### [Try it]
Every line of the records that contains the string "Domenico" counts once; give the total and nothing else.

[Start of section]

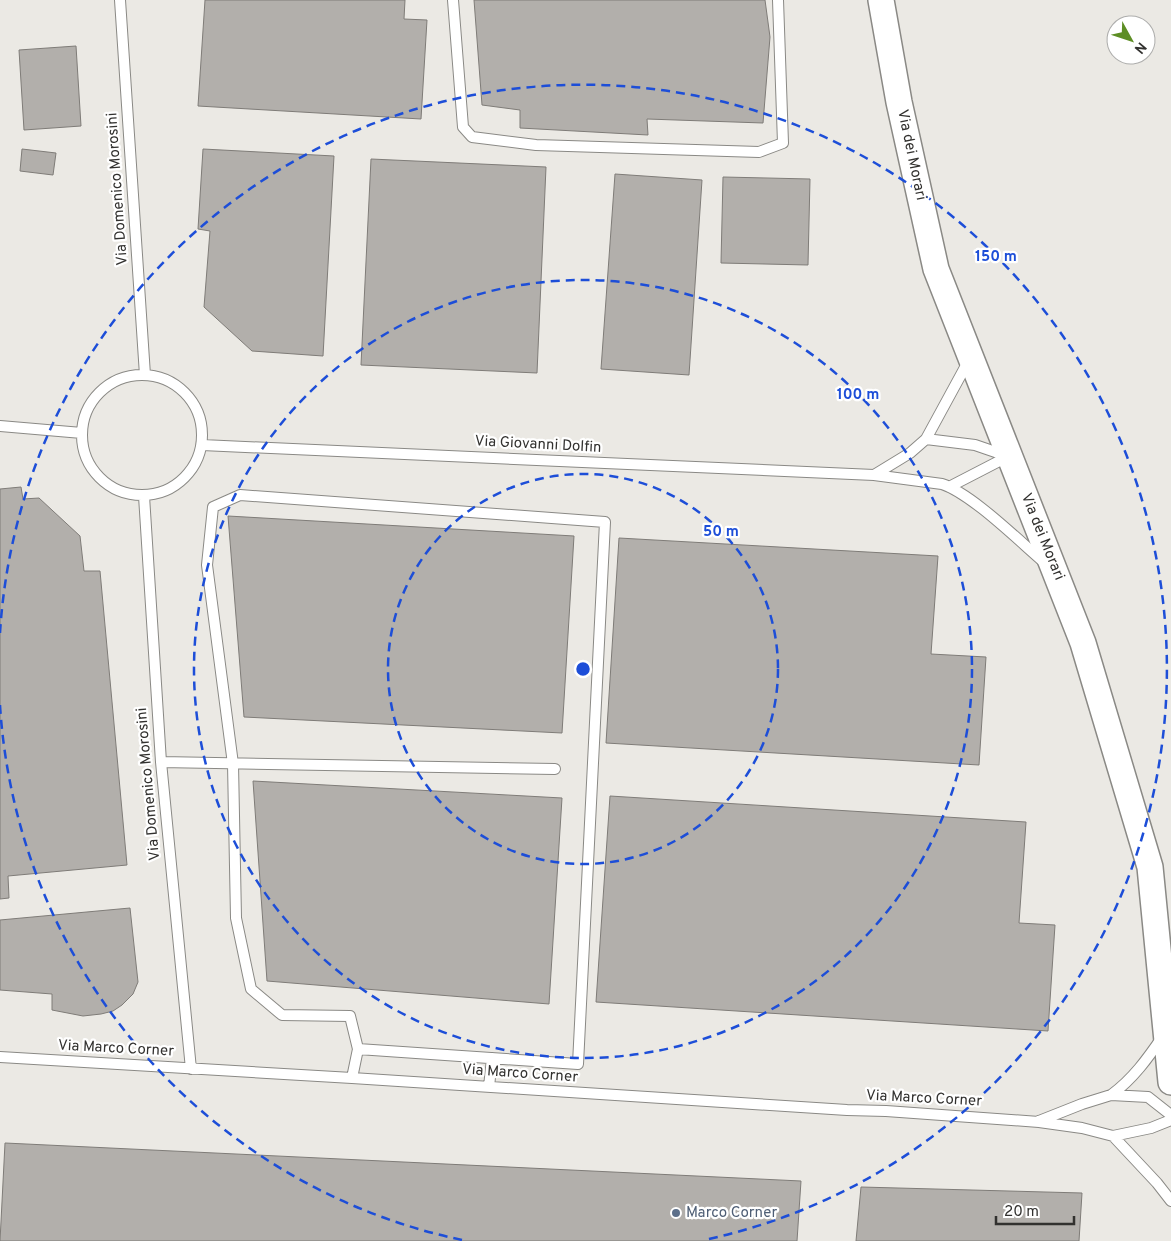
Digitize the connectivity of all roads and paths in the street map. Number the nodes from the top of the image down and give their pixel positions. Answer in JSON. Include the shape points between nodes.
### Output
{"nodes":[{"id":1,"x":120,"y":0,"type":"edge"},
{"id":2,"x":453,"y":0,"type":"edge"},
{"id":3,"x":778,"y":0,"type":"edge"},
{"id":4,"x":881,"y":0,"type":"edge"},
{"id":5,"x":971,"y":356,"type":"junction"},
{"id":6,"x":145,"y":376,"type":"junction"},
{"id":7,"x":0,"y":426,"type":"edge"},
{"id":8,"x":82,"y":432,"type":"junction"},
{"id":9,"x":926,"y":439,"type":"junction"},
{"id":10,"x":202,"y":445,"type":"junction"},
{"id":11,"x":1009,"y":456,"type":"junction"},
{"id":12,"x":874,"y":475,"type":"junction"},
{"id":13,"x":949,"y":487,"type":"junction"},
{"id":14,"x":144,"y":496,"type":"junction"},
{"id":15,"x":1057,"y":573,"type":"junction"},
{"id":16,"x":161,"y":762,"type":"junction"},
{"id":17,"x":233,"y":764,"type":"junction"},
{"id":18,"x":555,"y":769,"type":"dead end"},
{"id":19,"x":1166,"y":1031,"type":"junction"},
{"id":20,"x":358,"y":1049,"type":"junction"},
{"id":21,"x":0,"y":1057,"type":"edge"},
{"id":22,"x":492,"y":1058,"type":"junction"},
{"id":23,"x":191,"y":1069,"type":"junction"},
{"id":24,"x":352,"y":1078,"type":"junction"},
{"id":25,"x":1171,"y":1082,"type":"edge"},
{"id":26,"x":489,"y":1088,"type":"junction"},
{"id":27,"x":1111,"y":1095,"type":"junction"},
{"id":28,"x":1171,"y":1115,"type":"edge"},
{"id":29,"x":1171,"y":1120,"type":"edge"},
{"id":30,"x":1038,"y":1122,"type":"junction"},
{"id":31,"x":1113,"y":1136,"type":"junction"},
{"id":32,"x":1171,"y":1201,"type":"edge"}],
"edges":[{"from":1,"to":6,"type":"lane","name":"Via Domenico Morosini"},
{"from":2,"to":3,"type":"lane","via":[[463,127],[472,137],[536,145],[758,152],[783,143]]},
{"from":4,"to":5,"type":"street","name":"Via dei Morari","via":[[899,102],[936,269]]},
{"from":5,"to":9,"type":"lane"},
{"from":5,"to":11,"type":"street","name":"Via dei Morari"},
{"from":6,"to":8,"type":"lane","via":[[126,378],[109,385],[95,398],[86,414]]},
{"from":6,"to":10,"type":"lane","via":[[165,380],[182,390],[202,425]]},
{"from":7,"to":8,"type":"lane"},
{"from":8,"to":14,"type":"lane","via":[[85,452],[93,470],[107,484],[124,493]]},
{"from":9,"to":11,"type":"lane","via":[[975,445]]},
{"from":9,"to":12,"type":"lane"},
{"from":10,"to":12,"type":"lane","name":"Via Giovanni Dolfin"},
{"from":10,"to":14,"type":"lane","via":[[195,464],[182,480],[164,491]]},
{"from":11,"to":13,"type":"lane"},
{"from":11,"to":15,"type":"street","name":"Via dei Morari"},
{"from":12,"to":13,"type":"lane","name":"Via Giovanni Dolfin"},
{"from":13,"to":15,"type":"lane","name":"Via Giovanni Dolfin","via":[[994,519]]},
{"from":14,"to":16,"type":"lane","name":"Via Domenico Morosini"},
{"from":15,"to":19,"type":"street","name":"Via dei Morari","via":[[1083,643],[1150,868]]},
{"from":16,"to":17,"type":"lane"},
{"from":16,"to":23,"type":"lane","name":"Via Domenico Morosini"},
{"from":17,"to":18,"type":"lane"},
{"from":17,"to":20,"type":"lane","via":[[236,918],[251,990],[282,1015],[350,1016]]},
{"from":17,"to":22,"type":"lane","via":[[207,565],[213,507],[240,495],[605,522],[578,1064]]},
{"from":19,"to":25,"type":"street","name":"Via dei Morari"},
{"from":19,"to":27,"type":"lane","name":"Via Marco Corner","via":[[1139,1071]]},
{"from":20,"to":22,"type":"lane"},
{"from":20,"to":24,"type":"lane"},
{"from":21,"to":23,"type":"lane","name":"Via Marco Corner"},
{"from":22,"to":26,"type":"lane"},
{"from":23,"to":24,"type":"lane","name":"Via Marco Corner"},
{"from":24,"to":26,"type":"lane","name":"Via Marco Corner"},
{"from":26,"to":30,"type":"lane","name":"Via Marco Corner","via":[[886,1110]]},
{"from":27,"to":28,"type":"lane","name":"Via Marco Corner","via":[[1148,1097]]},
{"from":27,"to":30,"type":"lane","name":"Via Marco Corner"},
{"from":29,"to":31,"type":"lane","name":"Via Marco Corner"},
{"from":30,"to":31,"type":"lane","name":"Via Marco Corner"},
{"from":31,"to":32,"type":"lane"}]}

[End of section]

### [Exercise response]
3